* What you need to do: Your output should consist of every record, copied exactly.

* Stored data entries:

::::

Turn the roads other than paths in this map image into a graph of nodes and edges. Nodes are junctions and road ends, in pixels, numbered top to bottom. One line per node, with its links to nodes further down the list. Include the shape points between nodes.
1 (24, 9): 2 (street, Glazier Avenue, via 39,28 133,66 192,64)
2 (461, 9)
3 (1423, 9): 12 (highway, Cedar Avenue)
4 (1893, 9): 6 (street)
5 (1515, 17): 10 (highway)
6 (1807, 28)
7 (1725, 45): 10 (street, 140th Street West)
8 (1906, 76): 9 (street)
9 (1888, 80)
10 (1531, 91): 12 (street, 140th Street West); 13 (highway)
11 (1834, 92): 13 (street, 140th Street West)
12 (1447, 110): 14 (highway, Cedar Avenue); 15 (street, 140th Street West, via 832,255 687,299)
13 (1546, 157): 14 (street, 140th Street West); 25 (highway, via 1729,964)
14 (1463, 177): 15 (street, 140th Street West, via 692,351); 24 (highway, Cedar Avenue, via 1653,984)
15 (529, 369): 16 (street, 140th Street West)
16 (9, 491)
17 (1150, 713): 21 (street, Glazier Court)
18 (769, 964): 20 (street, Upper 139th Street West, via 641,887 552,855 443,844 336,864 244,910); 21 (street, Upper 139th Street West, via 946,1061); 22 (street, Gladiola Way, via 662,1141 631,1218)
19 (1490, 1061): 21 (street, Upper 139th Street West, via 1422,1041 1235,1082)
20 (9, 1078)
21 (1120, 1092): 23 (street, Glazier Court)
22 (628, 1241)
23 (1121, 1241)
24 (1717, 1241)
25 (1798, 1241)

::::

* Response to the task:
Turn the roads other than paths in this map image into a graph of nodes and edges. Nodes are junctions and road ends, in pixels, numbered top to bottom. One line per node, with its links to nodes further down the list. Include the shape points between nodes.
1 (24, 9): 2 (street, Glazier Avenue, via 39,28 133,66 192,64)
2 (461, 9)
3 (1423, 9): 12 (highway, Cedar Avenue)
4 (1893, 9): 6 (street)
5 (1515, 17): 10 (highway)
6 (1807, 28)
7 (1725, 45): 10 (street, 140th Street West)
8 (1906, 76): 9 (street)
9 (1888, 80)
10 (1531, 91): 12 (street, 140th Street West); 13 (highway)
11 (1834, 92): 13 (street, 140th Street West)
12 (1447, 110): 14 (highway, Cedar Avenue); 15 (street, 140th Street West, via 832,255 687,299)
13 (1546, 157): 14 (street, 140th Street West); 25 (highway, via 1729,964)
14 (1463, 177): 15 (street, 140th Street West, via 692,351); 24 (highway, Cedar Avenue, via 1653,984)
15 (529, 369): 16 (street, 140th Street West)
16 (9, 491)
17 (1150, 713): 21 (street, Glazier Court)
18 (769, 964): 20 (street, Upper 139th Street West, via 641,887 552,855 443,844 336,864 244,910); 21 (street, Upper 139th Street West, via 946,1061); 22 (street, Gladiola Way, via 662,1141 631,1218)
19 (1490, 1061): 21 (street, Upper 139th Street West, via 1422,1041 1235,1082)
20 (9, 1078)
21 (1120, 1092): 23 (street, Glazier Court)
22 (628, 1241)
23 (1121, 1241)
24 (1717, 1241)
25 (1798, 1241)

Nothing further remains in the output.